**Instructions for the task:**
Print the data below verbatim, minus images.

**Data extracts:**

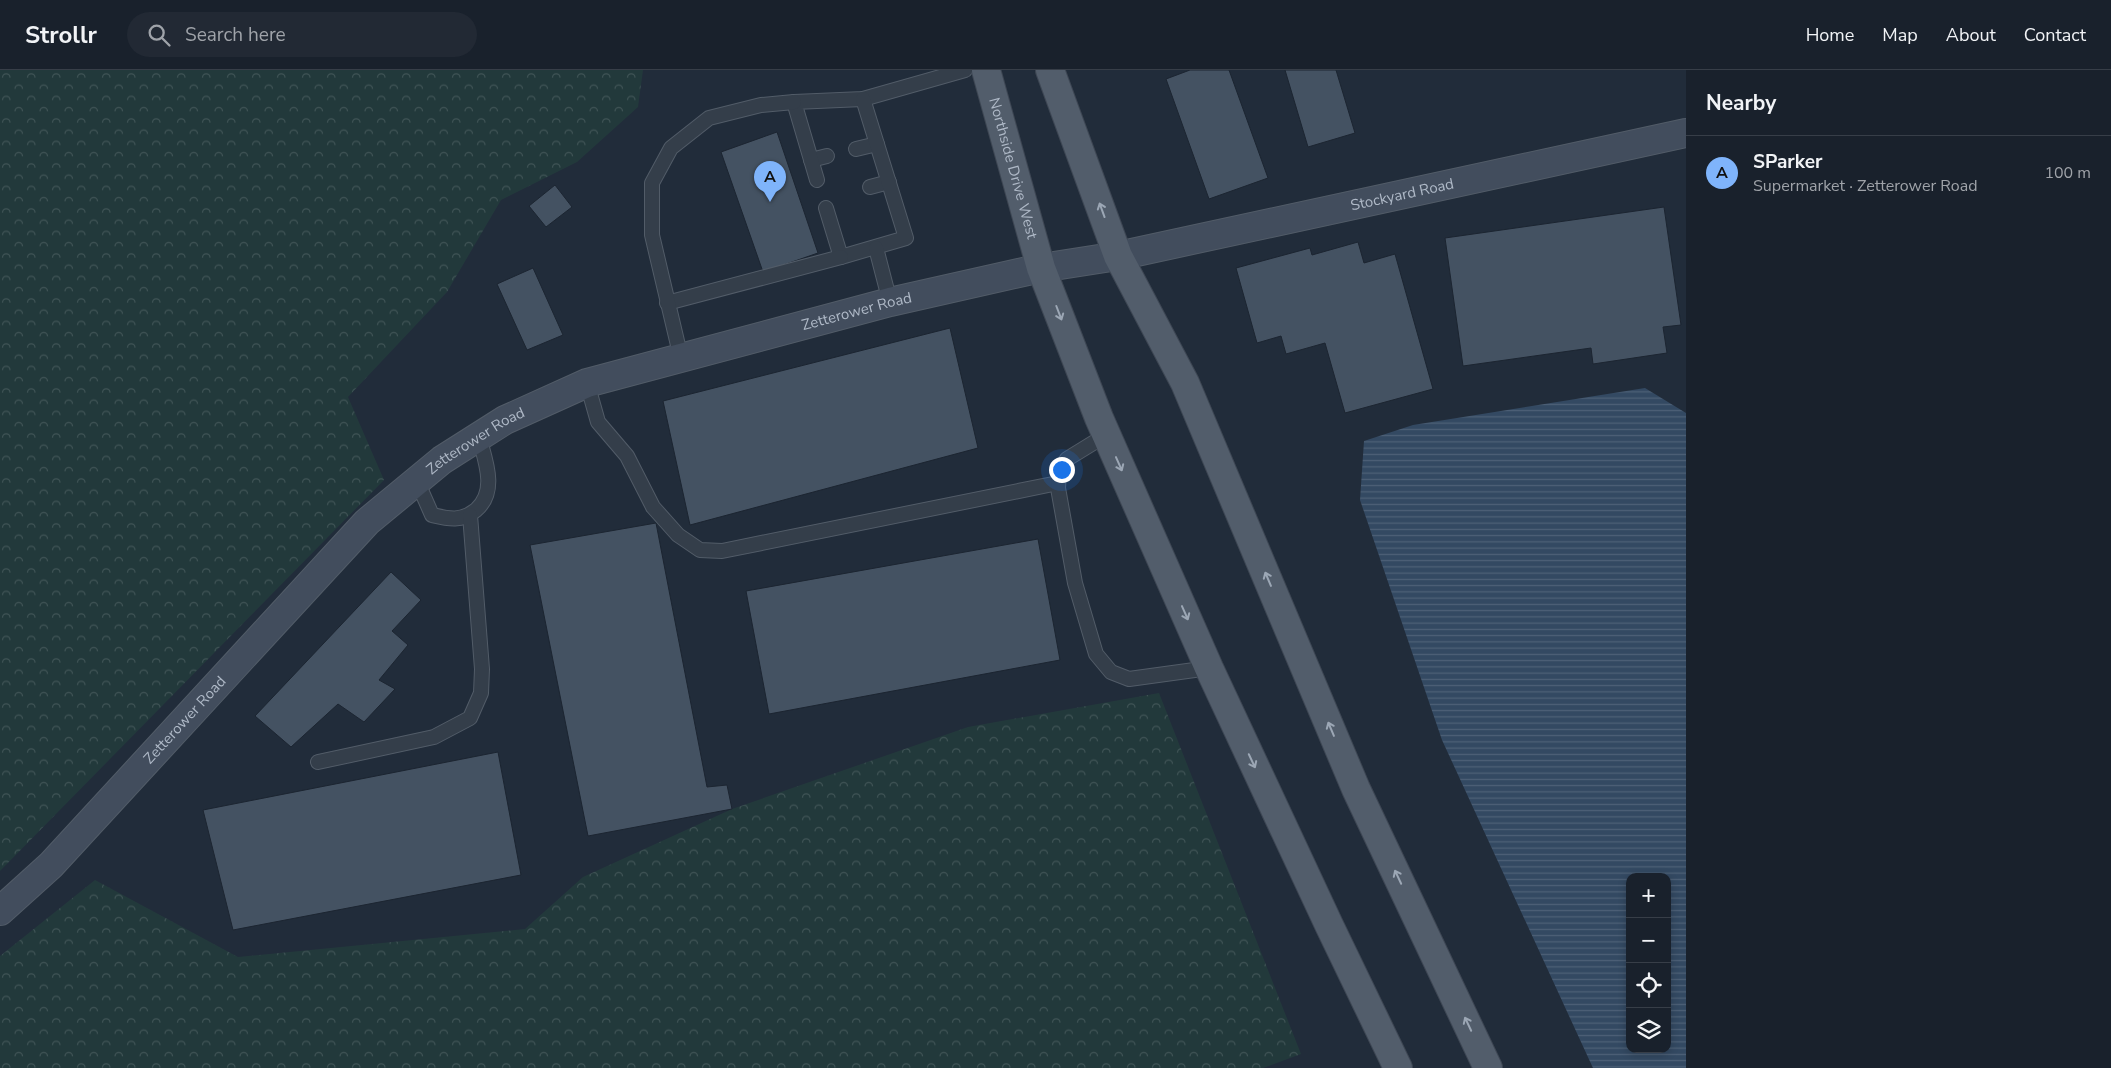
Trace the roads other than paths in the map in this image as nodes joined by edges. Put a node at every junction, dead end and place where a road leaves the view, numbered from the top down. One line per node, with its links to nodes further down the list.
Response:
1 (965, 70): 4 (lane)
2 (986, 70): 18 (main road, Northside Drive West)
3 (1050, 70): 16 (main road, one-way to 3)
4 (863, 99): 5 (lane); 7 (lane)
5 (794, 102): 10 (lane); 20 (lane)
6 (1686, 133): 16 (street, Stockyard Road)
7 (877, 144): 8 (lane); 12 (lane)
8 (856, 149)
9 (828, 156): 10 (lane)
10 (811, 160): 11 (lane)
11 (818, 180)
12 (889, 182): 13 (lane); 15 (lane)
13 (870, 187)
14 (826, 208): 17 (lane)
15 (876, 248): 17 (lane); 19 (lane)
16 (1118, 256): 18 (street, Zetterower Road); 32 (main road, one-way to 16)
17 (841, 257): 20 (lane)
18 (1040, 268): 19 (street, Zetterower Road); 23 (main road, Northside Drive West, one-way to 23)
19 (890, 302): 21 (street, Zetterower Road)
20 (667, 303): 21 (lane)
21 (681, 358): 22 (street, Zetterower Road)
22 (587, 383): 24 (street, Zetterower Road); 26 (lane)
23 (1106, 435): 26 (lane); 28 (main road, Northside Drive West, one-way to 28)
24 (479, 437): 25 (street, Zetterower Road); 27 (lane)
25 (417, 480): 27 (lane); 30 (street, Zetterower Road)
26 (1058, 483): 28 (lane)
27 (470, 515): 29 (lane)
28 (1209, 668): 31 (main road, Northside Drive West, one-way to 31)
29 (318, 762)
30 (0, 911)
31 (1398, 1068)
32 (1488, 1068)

**Reply:**
Trace the roads other than paths in the map in this image as nodes joined by edges. Put a node at every junction, dead end and place where a road leaves the view, numbered from the top down. One line per node, with its links to nodes further down the list.
Response:
1 (965, 70): 4 (lane)
2 (986, 70): 18 (main road, Northside Drive West)
3 (1050, 70): 16 (main road, one-way to 3)
4 (863, 99): 5 (lane); 7 (lane)
5 (794, 102): 10 (lane); 20 (lane)
6 (1686, 133): 16 (street, Stockyard Road)
7 (877, 144): 8 (lane); 12 (lane)
8 (856, 149)
9 (828, 156): 10 (lane)
10 (811, 160): 11 (lane)
11 (818, 180)
12 (889, 182): 13 (lane); 15 (lane)
13 (870, 187)
14 (826, 208): 17 (lane)
15 (876, 248): 17 (lane); 19 (lane)
16 (1118, 256): 18 (street, Zetterower Road); 32 (main road, one-way to 16)
17 (841, 257): 20 (lane)
18 (1040, 268): 19 (street, Zetterower Road); 23 (main road, Northside Drive West, one-way to 23)
19 (890, 302): 21 (street, Zetterower Road)
20 (667, 303): 21 (lane)
21 (681, 358): 22 (street, Zetterower Road)
22 (587, 383): 24 (street, Zetterower Road); 26 (lane)
23 (1106, 435): 26 (lane); 28 (main road, Northside Drive West, one-way to 28)
24 (479, 437): 25 (street, Zetterower Road); 27 (lane)
25 (417, 480): 27 (lane); 30 (street, Zetterower Road)
26 (1058, 483): 28 (lane)
27 (470, 515): 29 (lane)
28 (1209, 668): 31 (main road, Northside Drive West, one-way to 31)
29 (318, 762)
30 (0, 911)
31 (1398, 1068)
32 (1488, 1068)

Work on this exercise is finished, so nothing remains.